§ **Required action**
If a line of the data below holds the word "dead", list it.

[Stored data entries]
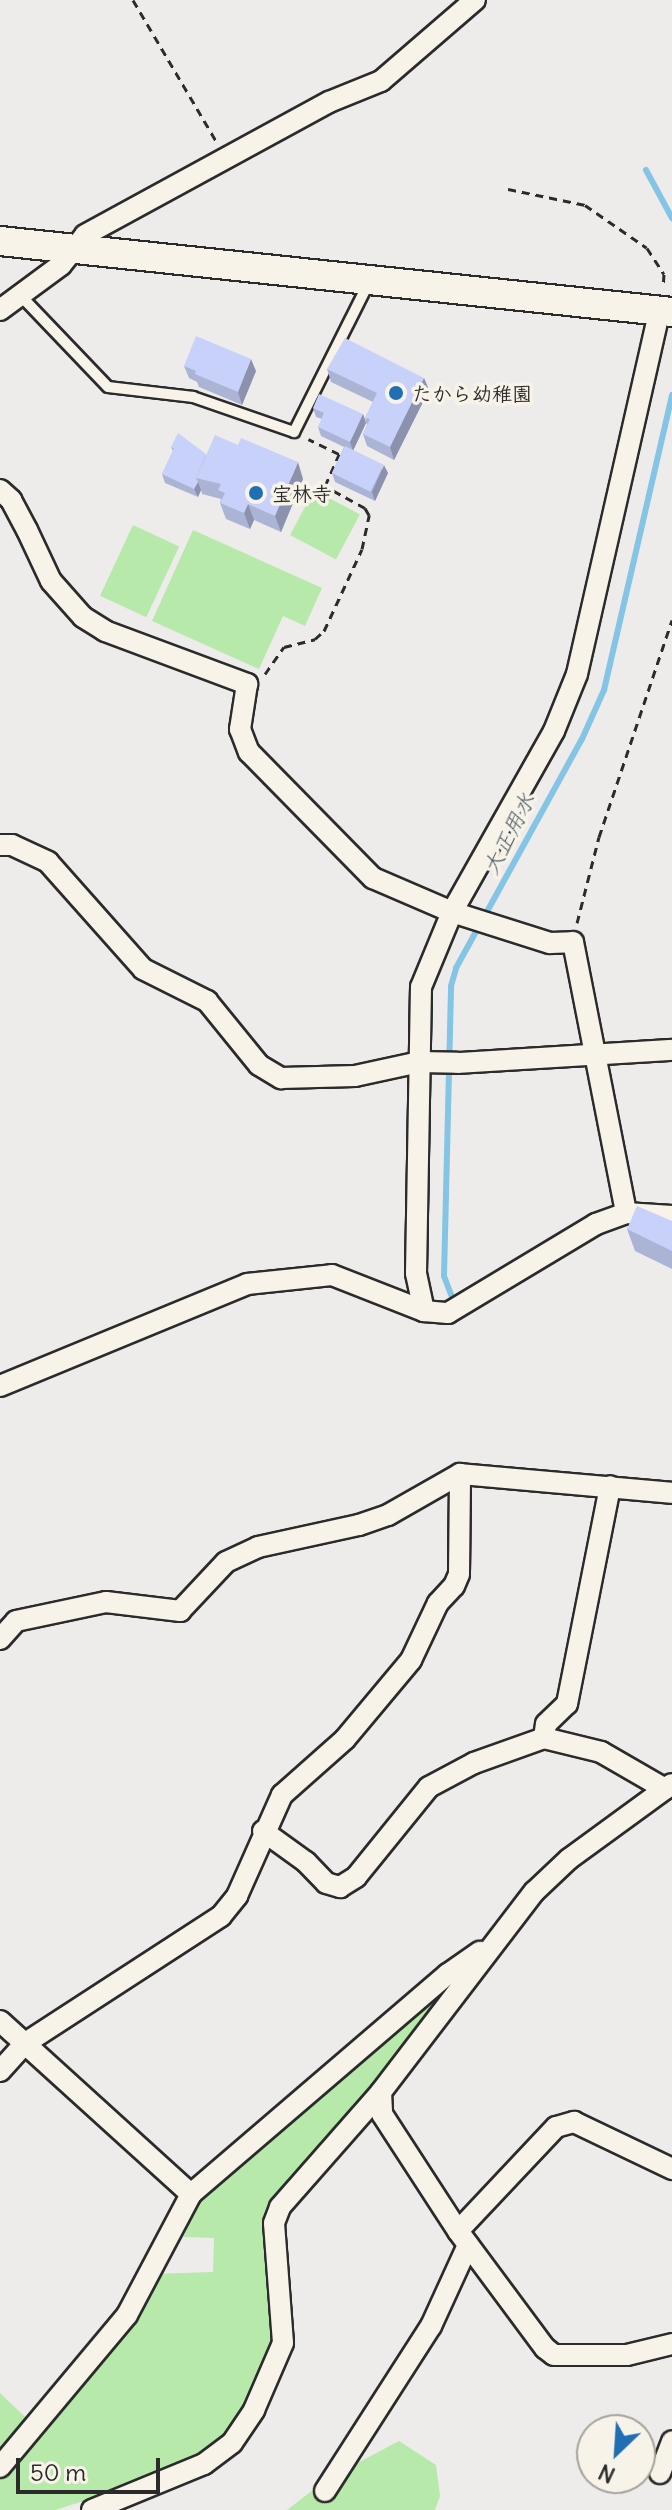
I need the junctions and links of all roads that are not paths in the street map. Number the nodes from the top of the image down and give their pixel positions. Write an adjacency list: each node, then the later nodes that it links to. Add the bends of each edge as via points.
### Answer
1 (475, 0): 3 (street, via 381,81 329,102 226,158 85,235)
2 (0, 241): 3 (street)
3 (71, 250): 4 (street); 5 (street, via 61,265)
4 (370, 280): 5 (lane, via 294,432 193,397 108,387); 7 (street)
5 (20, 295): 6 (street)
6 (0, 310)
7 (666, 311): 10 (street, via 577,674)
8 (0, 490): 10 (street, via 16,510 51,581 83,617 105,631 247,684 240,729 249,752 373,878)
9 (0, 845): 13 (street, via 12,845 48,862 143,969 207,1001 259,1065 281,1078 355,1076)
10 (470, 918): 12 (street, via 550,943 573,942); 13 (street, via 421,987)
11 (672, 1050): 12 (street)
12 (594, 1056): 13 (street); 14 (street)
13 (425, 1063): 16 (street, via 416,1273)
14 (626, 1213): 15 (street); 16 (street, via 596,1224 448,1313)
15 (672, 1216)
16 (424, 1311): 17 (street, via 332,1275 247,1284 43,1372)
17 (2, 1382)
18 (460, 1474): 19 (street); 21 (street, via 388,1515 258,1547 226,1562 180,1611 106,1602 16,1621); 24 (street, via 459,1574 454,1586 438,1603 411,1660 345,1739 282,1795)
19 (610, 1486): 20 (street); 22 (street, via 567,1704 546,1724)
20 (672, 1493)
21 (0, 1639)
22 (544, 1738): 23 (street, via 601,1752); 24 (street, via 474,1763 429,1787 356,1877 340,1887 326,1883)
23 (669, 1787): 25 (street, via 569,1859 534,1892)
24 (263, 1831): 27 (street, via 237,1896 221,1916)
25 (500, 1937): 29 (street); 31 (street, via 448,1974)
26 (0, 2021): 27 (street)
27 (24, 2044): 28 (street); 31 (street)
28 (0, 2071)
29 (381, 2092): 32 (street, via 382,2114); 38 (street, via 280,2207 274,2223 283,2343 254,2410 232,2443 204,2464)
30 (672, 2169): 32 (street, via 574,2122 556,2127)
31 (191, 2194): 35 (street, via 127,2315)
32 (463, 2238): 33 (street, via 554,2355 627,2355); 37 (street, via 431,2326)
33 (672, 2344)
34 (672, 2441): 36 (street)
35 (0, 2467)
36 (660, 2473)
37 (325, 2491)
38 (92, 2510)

==

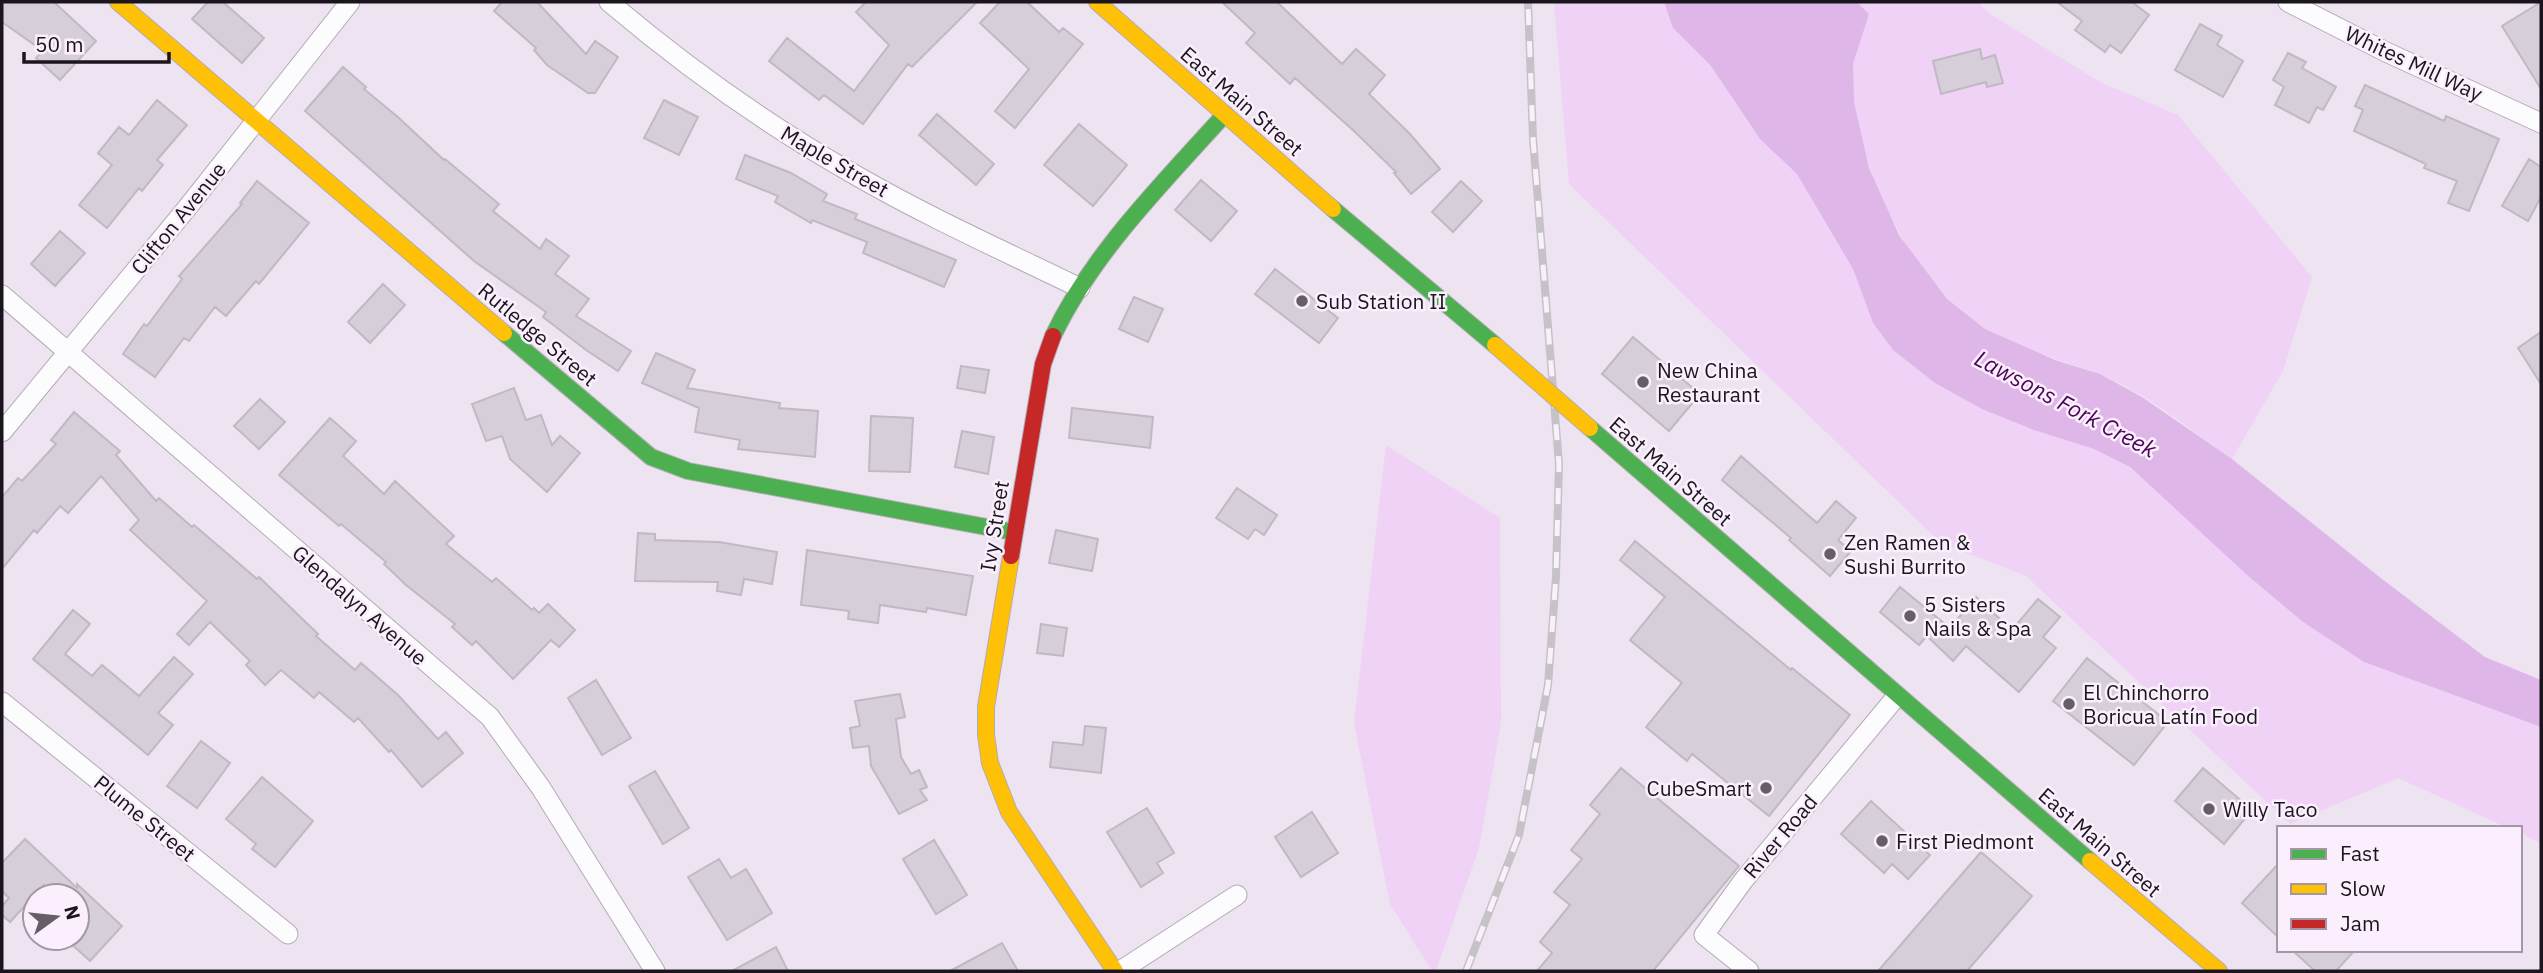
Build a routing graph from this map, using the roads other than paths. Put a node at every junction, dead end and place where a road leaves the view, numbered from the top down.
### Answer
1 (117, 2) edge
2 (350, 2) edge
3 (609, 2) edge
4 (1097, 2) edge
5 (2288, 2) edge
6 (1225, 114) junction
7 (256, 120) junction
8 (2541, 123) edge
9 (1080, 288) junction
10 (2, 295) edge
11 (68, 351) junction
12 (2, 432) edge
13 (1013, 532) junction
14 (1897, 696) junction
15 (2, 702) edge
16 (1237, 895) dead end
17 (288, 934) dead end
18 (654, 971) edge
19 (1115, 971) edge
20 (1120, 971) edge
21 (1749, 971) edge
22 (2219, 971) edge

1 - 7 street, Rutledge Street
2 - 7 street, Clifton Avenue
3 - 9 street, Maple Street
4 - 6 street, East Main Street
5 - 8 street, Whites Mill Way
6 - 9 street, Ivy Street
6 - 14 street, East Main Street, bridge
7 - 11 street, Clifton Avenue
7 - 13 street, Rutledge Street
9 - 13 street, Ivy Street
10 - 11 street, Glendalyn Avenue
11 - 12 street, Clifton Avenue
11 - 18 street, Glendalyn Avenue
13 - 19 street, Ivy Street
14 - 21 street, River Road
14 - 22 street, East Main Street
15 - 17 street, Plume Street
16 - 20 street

§ **Answer to the problem**
Build a routing graph from this map, using the roads other than paths. Put a node at every junction, dead end and place where a road leaves the view, numbered from the top down.
16 (1237, 895) dead end
17 (288, 934) dead end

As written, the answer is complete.